**Problem to work on:** Which lines below hold the word "Hemelrijkstraat"? Copy all of them.

**Record excerpts:**
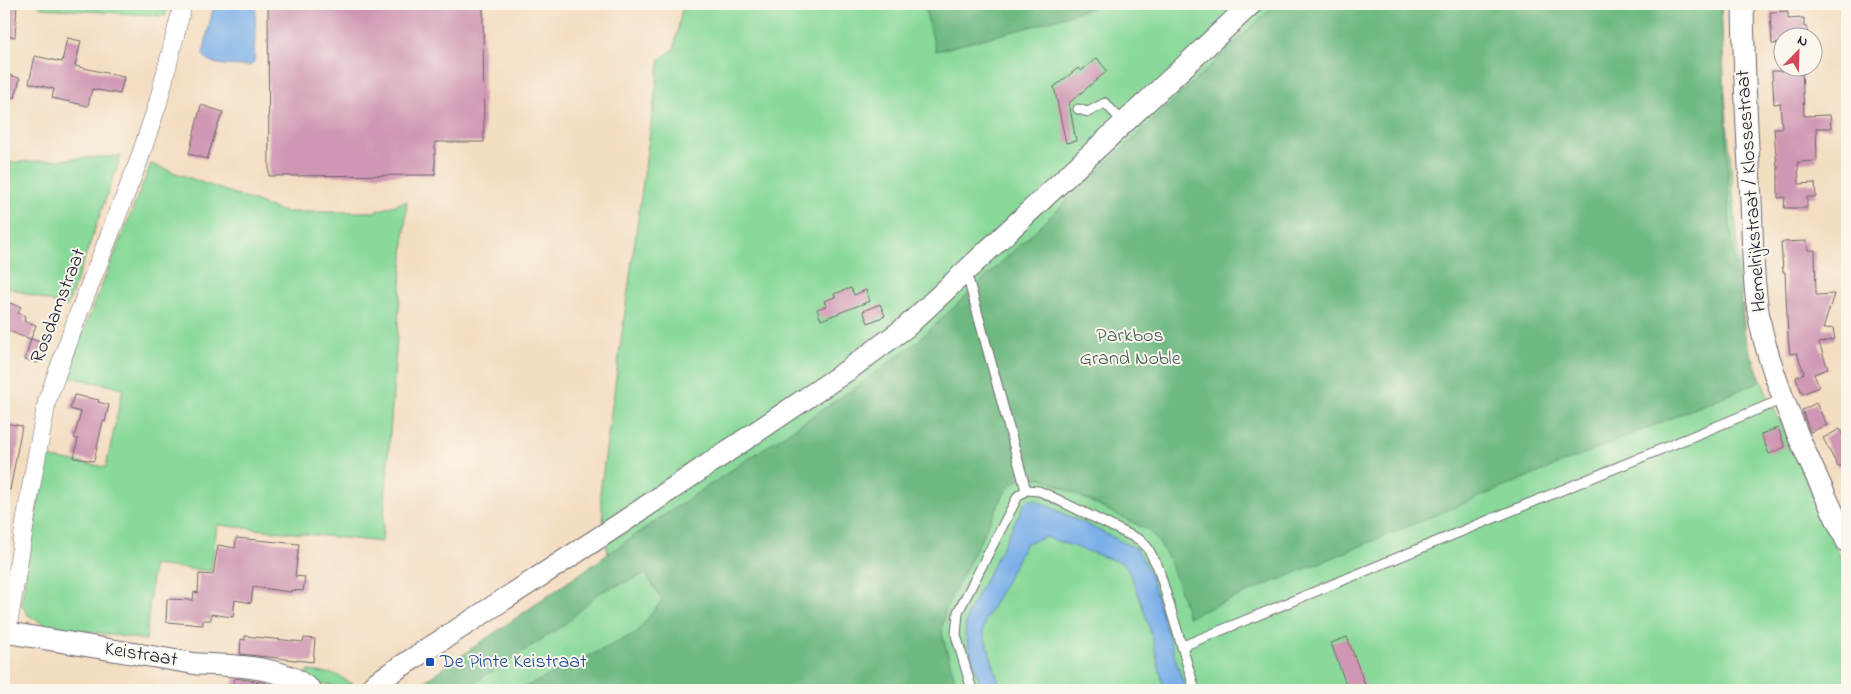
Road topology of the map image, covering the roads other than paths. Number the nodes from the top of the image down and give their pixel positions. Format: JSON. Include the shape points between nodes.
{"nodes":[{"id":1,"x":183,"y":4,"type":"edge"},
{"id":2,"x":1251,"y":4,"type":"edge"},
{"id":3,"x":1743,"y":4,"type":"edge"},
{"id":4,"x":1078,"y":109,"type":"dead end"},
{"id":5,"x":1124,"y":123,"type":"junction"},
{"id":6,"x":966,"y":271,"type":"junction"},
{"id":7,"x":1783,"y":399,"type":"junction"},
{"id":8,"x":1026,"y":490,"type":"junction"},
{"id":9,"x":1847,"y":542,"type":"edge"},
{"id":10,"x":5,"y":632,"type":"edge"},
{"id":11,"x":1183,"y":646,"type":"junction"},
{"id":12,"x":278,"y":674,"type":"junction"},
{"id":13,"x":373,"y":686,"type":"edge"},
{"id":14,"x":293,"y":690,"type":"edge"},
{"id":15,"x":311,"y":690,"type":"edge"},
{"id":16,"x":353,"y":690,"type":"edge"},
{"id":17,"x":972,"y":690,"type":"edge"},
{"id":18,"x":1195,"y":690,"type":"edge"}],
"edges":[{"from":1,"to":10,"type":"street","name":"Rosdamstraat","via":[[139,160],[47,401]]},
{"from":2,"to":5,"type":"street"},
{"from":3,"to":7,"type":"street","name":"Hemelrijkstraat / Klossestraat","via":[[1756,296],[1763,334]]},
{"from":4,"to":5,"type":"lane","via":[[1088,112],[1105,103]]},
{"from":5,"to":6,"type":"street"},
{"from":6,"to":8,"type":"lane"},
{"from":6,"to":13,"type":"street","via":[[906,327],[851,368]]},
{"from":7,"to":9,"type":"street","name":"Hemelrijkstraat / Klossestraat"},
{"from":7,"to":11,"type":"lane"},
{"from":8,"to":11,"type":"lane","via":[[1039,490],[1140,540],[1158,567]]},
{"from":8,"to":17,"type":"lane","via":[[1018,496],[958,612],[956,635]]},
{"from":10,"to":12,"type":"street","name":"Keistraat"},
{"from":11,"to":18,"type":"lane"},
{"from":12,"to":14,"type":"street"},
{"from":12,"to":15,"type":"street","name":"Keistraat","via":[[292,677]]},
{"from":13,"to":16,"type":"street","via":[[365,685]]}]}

**Output of the exercise:**
{"from":3,"to":7,"type":"street","name":"Hemelrijkstraat / Klossestraat","via":[[1756,296],[1763,334]]},
{"from":7,"to":9,"type":"street","name":"Hemelrijkstraat / Klossestraat"},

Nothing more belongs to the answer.